Artificial intelligence (AI) applications have now become part of everyday life. For example, the combination of AI and computer vision offers fascinating new possibilities. Whether in the private field with facial recognition on smartphones, in industry in the automated inspection of products or in the detection of damage in quality control and predictive maintenance measures: AI and computer vision already achieve high-quality results that can improve the user experience, simplify processes and reduce effort. In the following, we show how real-time object detection with sonar data can support mission-critical tasks.
EvoLogics is a bionics and robotics company that has been developing innovative industrial products for 20 years. Based in Berlin, EvoLogics has worldwide connections in bionics research. The company offers efficient systems for underwater communication and autonomous survey robots - USVs (unmanned surface vessels). Their newly developed Sonobot 5 is among the fastest floating sonar USVs in the world. Institutions worldwide use it for survey and search operations in lakes, canals or coastal waters. These search operations mainly focus on detecting objects hidden under water. Such objects can be scrap metal in shipping routes or old military loads, such as aerial bombs or underwater mines. Apart from that, the police and coast guard use the Sonobot to locate and recover drowned people.
During such missions, sonar image data are transmitted in real-time to the operators. Sonar images differ in their physical nature from camera images in numerous ways. They are influenced by water depth, underground, reflectivity of search objects and more parameters. In the images calculated from sonar data, underwater objects are more difficult to detect. Inexperienced users may have difficulty interpreting or overlook important signals, and even sonar experts may make mistakes. In addition, continuous, focused observation of the incoming images is challenging.

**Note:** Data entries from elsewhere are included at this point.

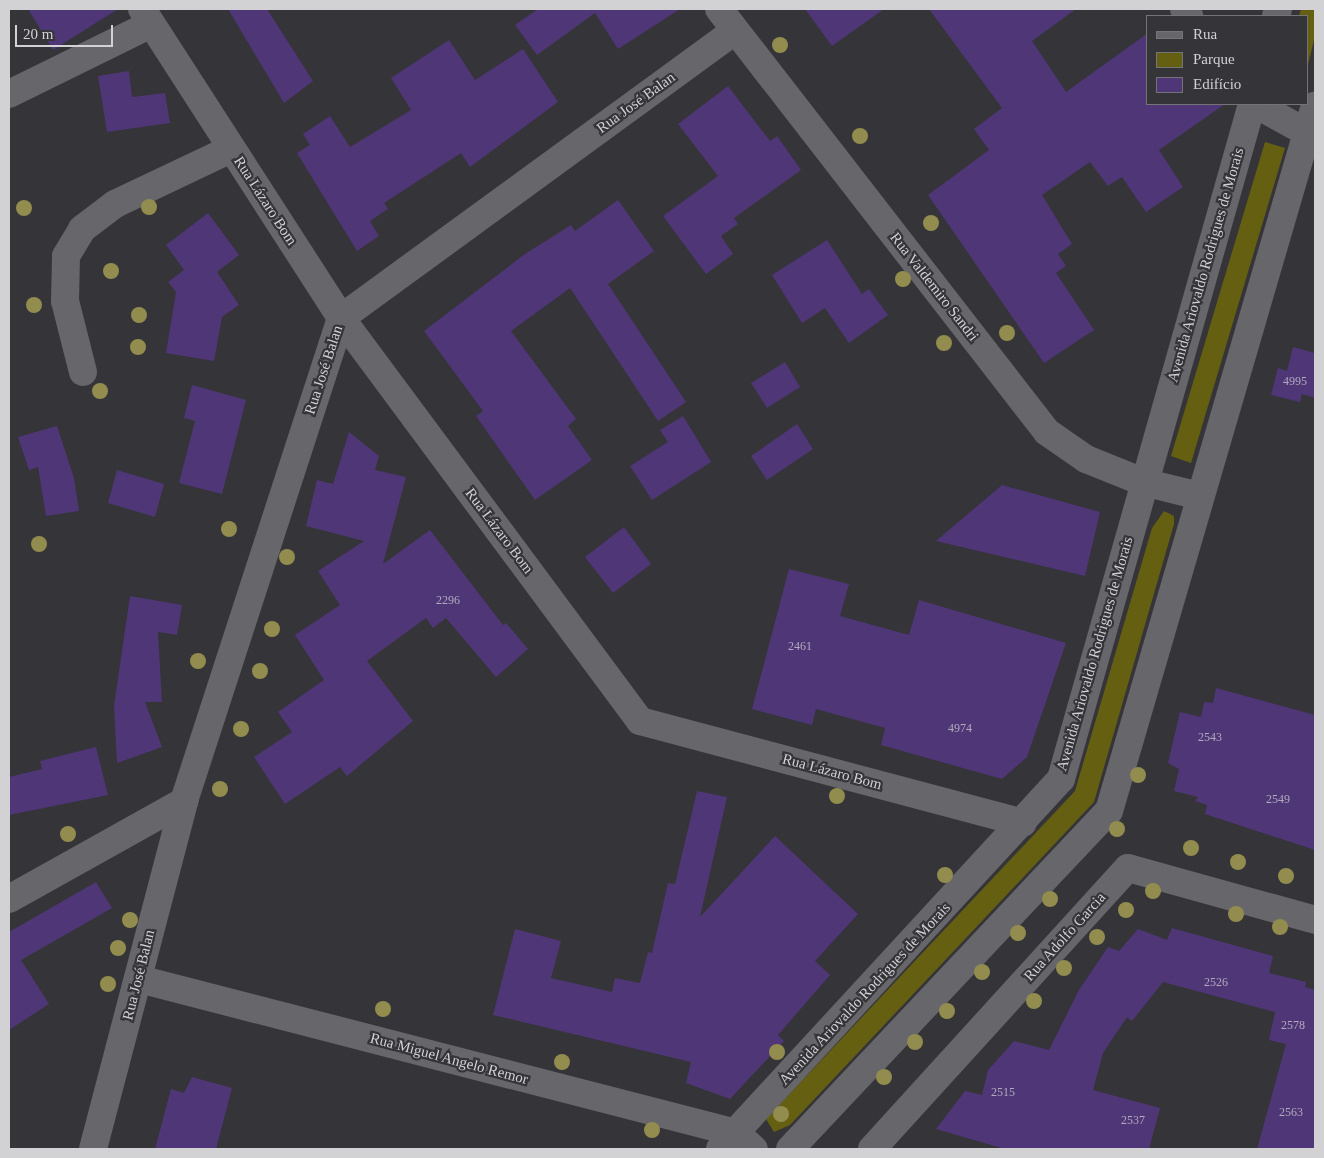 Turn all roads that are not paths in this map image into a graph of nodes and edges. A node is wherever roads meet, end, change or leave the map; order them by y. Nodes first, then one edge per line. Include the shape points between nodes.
1 (719, 9) edge
2 (146, 16) edge
3 (735, 31) junction
4 (9, 94) edge
5 (1254, 105) edge
6 (1256, 105) edge
7 (1315, 105) edge
8 (1311, 136) edge
9 (231, 149) junction
10 (341, 318) junction
11 (83, 372) dead end
12 (1144, 482) junction
13 (1200, 496) junction
14 (184, 801) junction
15 (1023, 823) junction
16 (9, 899) edge
17 (1315, 920) edge
18 (139, 979) junction
19 (737, 1144) edge
20 (94, 1149) edge
21 (790, 1149) edge
22 (872, 1149) edge

1 - 3 street, Rua Valdemiro Sandri
2 - 4 street
2 - 9 street, Rua Lázaro Bom
3 - 10 street, Rua José Balan
3 - 12 street, Rua Valdemiro Sandri via 1047,432 1086,459
5 - 12 street, Avenida Ariovaldo Rodrigues de Morais
6 - 8 street
7 - 8 street
8 - 13 street
9 - 10 street, Rua Lázaro Bom
9 - 11 street via 115,204 82,229 66,256 65,301
10 - 14 street, Rua José Balan
10 - 15 street, Rua Lázaro Bom via 640,721
12 - 13 street, Rua Valdemiro Sandri
12 - 15 street, Avenida Ariovaldo Rodrigues de Morais via 1061,778
13 - 21 street via 1109,811
14 - 16 street
14 - 18 street, Rua José Balan
15 - 19 street, Avenida Ariovaldo Rodrigues de Morais
17 - 22 street, Rua Adolfo Garcia via 1128,868
18 - 19 street, Rua Miguel Angelo Remor
18 - 20 street, Rua José Balan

One can greatly increase the probability of success and speed in mission critical tasks. This can be achieved by specifically supporting users in the interpretation of sonar images. Steadforce's AI team created an end-to-end solution that allows to train and run modern machine learning models based on state-of-the-art algorithms directly (on the edge) on a USV. This real-time object detection solution clearly highlights relevant details visually in the sonar image data.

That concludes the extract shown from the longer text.